According to my research the initial set of Creative Commons licenses was published on December 16, 2002, which is when wikipedia was still very new, I sopposed thos licences were still in a early stage of development, and wern't very well known. One of my concerns with GNU FDL is the Pioneer-12 incident, Pioneer-12 was willing to licence his contributions to articles under GFDL but insisted that his posts on talkpages were his own, and claimed the right to do so because he has the copyright law on his side. As I understand it, he was really trying to pull off the impossible, because if a wikipedia mirror were to copy talkpages as well as articles, it were fully GFDL compliant, and Pioneer-12 sued them, guess who would lose.

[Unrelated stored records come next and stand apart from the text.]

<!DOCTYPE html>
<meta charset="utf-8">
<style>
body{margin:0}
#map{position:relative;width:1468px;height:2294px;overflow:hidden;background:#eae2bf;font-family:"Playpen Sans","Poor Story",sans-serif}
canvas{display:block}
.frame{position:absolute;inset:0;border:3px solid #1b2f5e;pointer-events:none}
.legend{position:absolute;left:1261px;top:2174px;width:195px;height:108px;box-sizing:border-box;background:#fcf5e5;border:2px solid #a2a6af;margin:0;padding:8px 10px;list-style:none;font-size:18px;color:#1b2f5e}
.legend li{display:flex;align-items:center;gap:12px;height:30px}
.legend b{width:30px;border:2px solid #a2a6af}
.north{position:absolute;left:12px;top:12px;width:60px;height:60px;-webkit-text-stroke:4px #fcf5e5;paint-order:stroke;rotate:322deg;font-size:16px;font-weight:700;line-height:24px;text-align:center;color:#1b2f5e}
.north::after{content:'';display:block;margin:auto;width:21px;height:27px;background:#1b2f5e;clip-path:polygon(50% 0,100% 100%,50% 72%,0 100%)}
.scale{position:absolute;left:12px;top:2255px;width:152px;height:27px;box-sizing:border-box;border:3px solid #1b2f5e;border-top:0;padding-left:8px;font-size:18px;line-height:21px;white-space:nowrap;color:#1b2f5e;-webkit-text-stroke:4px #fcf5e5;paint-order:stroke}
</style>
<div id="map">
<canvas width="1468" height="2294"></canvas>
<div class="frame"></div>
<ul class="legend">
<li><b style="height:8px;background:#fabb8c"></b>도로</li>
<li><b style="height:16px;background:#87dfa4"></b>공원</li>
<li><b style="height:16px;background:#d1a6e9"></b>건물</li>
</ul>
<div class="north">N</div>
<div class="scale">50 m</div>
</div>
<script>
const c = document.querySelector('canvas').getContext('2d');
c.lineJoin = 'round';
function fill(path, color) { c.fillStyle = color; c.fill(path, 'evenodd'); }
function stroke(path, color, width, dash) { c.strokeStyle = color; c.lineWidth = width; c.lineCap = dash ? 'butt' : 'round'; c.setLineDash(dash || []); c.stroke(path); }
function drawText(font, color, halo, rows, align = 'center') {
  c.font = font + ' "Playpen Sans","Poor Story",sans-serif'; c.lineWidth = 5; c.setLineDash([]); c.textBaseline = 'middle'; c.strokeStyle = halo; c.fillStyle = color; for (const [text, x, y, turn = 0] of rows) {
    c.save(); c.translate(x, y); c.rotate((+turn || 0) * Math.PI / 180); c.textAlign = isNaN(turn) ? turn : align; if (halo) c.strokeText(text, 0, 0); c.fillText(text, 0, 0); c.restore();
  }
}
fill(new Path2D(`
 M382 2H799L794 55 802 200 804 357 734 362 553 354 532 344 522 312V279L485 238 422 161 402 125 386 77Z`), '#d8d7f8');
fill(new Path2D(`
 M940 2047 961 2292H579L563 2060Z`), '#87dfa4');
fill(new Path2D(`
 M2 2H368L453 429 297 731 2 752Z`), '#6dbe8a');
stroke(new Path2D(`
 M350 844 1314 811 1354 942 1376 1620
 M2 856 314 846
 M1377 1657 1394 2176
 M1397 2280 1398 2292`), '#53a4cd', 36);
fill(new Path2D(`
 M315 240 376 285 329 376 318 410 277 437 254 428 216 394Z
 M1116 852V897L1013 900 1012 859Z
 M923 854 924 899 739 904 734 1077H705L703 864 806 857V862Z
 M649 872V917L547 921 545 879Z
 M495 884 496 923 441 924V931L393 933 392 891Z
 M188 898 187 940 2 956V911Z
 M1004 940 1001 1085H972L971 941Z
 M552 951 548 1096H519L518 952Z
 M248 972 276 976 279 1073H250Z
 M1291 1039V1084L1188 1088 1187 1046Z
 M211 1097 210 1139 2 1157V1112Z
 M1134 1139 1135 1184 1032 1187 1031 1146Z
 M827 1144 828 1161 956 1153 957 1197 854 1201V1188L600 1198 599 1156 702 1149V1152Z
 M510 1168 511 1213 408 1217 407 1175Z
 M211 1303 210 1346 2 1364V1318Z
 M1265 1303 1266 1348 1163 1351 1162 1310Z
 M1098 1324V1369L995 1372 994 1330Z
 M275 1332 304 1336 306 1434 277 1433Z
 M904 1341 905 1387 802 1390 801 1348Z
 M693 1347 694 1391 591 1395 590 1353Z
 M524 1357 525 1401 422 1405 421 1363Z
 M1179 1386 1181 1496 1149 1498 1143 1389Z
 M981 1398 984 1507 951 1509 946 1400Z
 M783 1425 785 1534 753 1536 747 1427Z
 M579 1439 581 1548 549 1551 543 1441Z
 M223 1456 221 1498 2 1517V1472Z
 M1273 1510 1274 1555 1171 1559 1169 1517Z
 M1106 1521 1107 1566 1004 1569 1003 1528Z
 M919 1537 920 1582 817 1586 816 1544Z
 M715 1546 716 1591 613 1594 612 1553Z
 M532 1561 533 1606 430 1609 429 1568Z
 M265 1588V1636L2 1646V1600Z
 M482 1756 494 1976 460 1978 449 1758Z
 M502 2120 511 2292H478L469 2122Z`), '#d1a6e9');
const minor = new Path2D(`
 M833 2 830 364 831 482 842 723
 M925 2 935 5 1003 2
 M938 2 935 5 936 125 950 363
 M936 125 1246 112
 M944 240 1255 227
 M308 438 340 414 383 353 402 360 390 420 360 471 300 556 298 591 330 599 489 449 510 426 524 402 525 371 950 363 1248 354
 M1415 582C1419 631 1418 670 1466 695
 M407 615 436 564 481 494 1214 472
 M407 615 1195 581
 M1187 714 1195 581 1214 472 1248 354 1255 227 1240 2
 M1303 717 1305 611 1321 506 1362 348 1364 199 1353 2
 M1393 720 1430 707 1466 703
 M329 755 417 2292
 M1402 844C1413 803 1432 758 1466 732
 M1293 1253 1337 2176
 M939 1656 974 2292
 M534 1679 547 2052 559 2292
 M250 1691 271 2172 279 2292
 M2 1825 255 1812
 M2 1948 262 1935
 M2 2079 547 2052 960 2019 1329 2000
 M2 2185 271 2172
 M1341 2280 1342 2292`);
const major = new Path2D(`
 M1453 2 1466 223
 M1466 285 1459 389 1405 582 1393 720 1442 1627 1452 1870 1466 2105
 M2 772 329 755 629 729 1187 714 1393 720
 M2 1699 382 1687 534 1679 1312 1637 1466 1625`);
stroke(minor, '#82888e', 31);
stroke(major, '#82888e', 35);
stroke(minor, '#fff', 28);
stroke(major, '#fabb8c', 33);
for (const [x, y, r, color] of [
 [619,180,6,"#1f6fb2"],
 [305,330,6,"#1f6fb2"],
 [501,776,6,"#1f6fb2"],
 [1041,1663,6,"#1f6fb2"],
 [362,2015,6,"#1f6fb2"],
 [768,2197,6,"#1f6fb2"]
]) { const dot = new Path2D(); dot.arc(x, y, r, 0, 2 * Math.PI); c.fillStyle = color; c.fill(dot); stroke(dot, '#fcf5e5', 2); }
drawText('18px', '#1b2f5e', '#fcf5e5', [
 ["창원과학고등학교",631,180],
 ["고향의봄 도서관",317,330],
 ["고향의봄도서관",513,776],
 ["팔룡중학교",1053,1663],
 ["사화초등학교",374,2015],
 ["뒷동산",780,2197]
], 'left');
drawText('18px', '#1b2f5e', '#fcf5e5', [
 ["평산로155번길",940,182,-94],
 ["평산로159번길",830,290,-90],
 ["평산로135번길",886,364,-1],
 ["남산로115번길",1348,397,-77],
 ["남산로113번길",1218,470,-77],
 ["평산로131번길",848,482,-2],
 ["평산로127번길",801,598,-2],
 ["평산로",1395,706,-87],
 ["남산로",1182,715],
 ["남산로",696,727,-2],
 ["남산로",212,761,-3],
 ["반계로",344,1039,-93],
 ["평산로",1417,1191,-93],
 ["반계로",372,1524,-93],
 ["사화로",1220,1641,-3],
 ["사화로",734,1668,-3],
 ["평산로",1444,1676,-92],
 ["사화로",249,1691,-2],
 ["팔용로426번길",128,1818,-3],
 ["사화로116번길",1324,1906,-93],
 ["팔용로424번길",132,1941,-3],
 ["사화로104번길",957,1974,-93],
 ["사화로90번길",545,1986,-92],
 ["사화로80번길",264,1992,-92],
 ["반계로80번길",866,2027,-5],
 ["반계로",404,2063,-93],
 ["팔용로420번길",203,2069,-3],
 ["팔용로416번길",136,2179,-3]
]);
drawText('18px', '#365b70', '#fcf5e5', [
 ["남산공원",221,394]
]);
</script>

As I understand it, there is aclick-through language, you submit changes by clicking the save button, which in turn translates into click-through language as something like this:
Copyright (c) YEAR WIKIPEDIA
Permission is granted to copy, distribute and/or modify this document
under the terms of the GNU Free Documentation License, Version 1.2
or any later version published by the Free Software Foundation;
with no Invariant Sections, no Front-Cover Texts, and no Back-Cover
Texts. A copy of the license is included in the section entitled "GNU
Free Documentation License".
This cannot be overidden by intention, I've heard that according to laws on the internet, any form on a web page is treated just like a normal contract, and that hitting the submit button is essentially signing your name on that contract, thus everytime that any user submits changes, they agree (whether they are meaning it or not) to the disclaimers on the page editor.
I also wonder if anyone would like email confirmation to be required to edit pages, this would help minimise spam, it would also help with personal attacks, by moving personal debates to email.